◆ Prompt
Check each line of the listing, and copy it if it contains the word "points".

◆ Material for the task

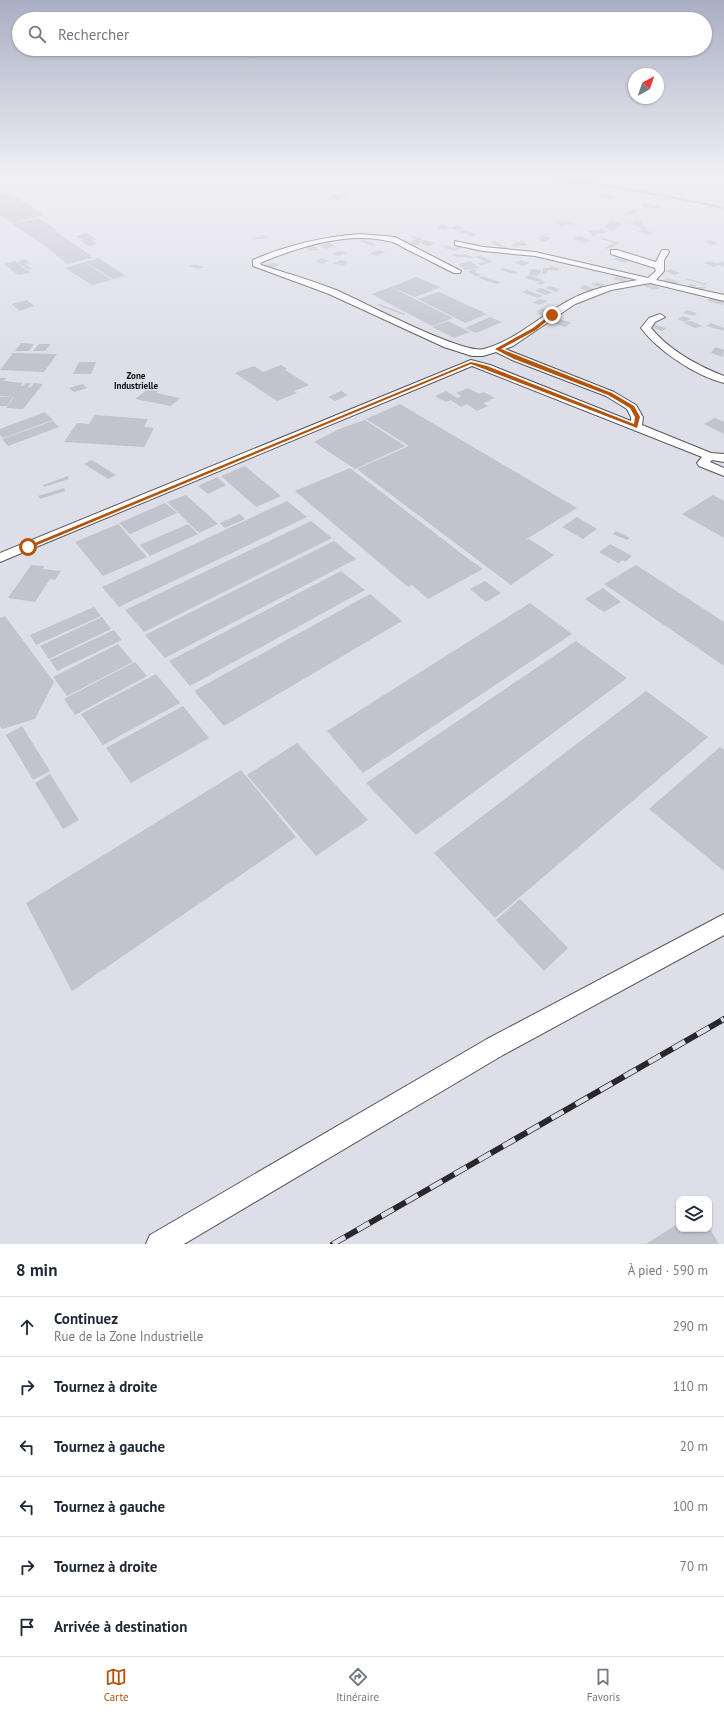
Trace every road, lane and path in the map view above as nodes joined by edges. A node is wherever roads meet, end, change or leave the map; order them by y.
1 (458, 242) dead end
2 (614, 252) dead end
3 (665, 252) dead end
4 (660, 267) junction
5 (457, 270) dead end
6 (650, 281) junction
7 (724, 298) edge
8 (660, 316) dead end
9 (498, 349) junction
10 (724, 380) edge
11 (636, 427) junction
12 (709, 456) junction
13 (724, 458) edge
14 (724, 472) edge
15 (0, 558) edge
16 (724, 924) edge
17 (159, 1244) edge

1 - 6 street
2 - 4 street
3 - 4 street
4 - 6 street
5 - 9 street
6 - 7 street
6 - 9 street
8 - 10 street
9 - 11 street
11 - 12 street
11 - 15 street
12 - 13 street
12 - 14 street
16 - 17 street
* * *
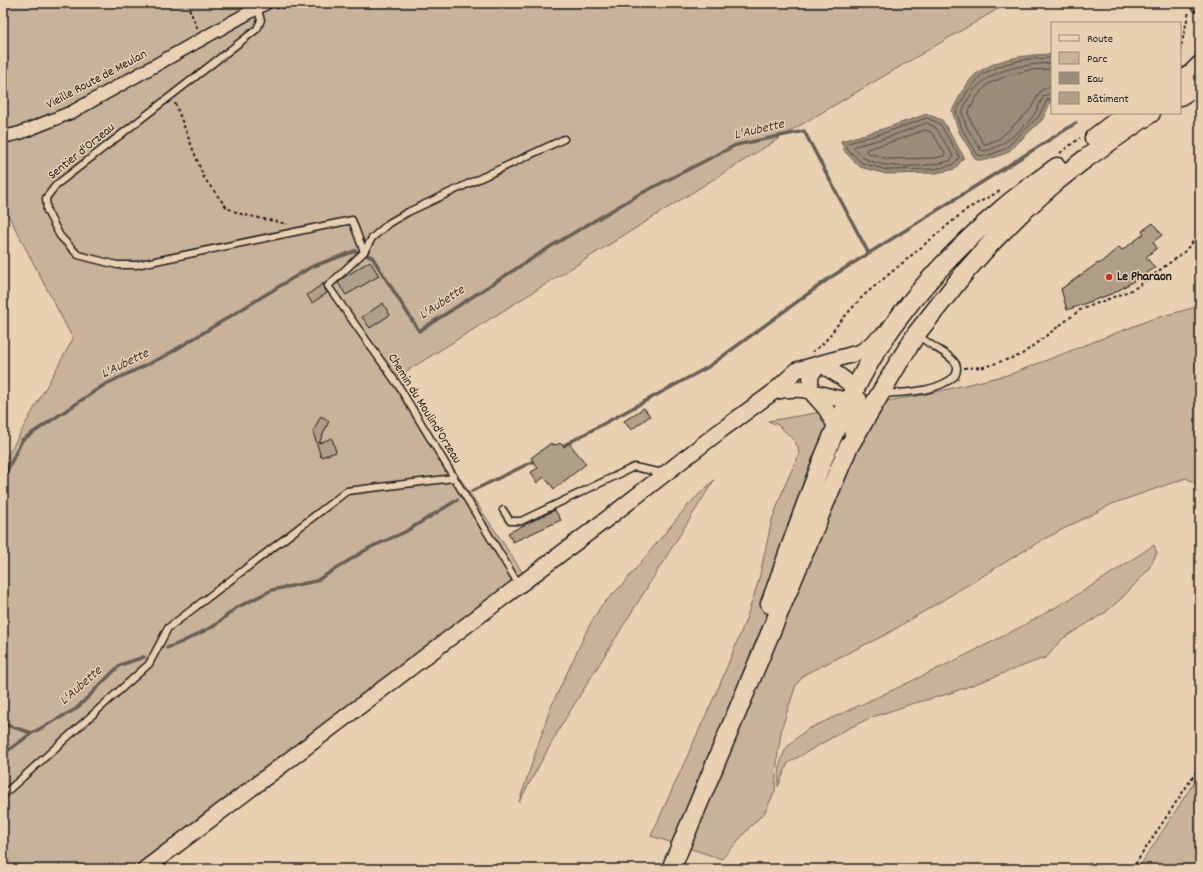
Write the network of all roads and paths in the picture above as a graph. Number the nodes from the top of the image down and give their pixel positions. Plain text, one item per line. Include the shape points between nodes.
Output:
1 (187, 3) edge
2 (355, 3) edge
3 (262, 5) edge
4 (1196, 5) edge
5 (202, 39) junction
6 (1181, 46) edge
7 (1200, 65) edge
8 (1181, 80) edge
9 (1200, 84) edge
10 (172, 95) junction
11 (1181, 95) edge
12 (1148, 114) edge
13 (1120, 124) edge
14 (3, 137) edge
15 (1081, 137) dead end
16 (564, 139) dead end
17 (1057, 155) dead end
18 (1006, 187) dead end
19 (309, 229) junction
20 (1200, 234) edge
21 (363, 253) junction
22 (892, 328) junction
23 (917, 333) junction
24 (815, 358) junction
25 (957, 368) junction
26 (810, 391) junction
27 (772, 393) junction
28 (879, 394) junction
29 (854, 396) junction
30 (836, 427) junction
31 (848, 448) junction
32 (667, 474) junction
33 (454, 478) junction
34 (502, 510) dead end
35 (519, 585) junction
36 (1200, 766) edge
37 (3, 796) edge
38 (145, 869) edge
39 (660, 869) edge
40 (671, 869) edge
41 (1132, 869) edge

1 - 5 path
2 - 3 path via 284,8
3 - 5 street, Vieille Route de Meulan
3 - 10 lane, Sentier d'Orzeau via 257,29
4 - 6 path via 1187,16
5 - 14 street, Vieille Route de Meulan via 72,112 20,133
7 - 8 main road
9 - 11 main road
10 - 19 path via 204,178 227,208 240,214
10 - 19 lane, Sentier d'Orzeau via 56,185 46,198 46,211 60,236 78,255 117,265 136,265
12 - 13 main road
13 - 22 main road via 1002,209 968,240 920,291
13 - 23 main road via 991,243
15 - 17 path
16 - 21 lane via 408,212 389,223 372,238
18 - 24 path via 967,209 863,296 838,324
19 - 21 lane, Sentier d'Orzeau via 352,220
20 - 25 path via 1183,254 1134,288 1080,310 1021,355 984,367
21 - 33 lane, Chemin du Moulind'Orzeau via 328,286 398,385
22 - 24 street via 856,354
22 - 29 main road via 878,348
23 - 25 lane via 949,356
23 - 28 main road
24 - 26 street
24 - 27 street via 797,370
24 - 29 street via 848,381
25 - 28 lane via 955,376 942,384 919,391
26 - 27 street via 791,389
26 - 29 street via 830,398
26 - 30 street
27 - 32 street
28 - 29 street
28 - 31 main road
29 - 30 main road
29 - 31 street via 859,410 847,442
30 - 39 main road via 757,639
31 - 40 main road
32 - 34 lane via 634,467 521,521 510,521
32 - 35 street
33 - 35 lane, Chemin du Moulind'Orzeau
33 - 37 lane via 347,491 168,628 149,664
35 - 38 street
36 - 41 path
...
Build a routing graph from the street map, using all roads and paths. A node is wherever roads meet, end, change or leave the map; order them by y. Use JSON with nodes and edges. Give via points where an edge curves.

◆ Solution
Write the network of all roads and paths in the picture above as a graph. Number the nodes from the top of the image down and give their pixel positions. Plain text, one item per line. Include the shape points between nodes.
Build a routing graph from the street map, using all roads and paths. A node is wherever roads meet, end, change or leave the map; order them by y. Use JSON with nodes and edges. Give via points where an edge curves.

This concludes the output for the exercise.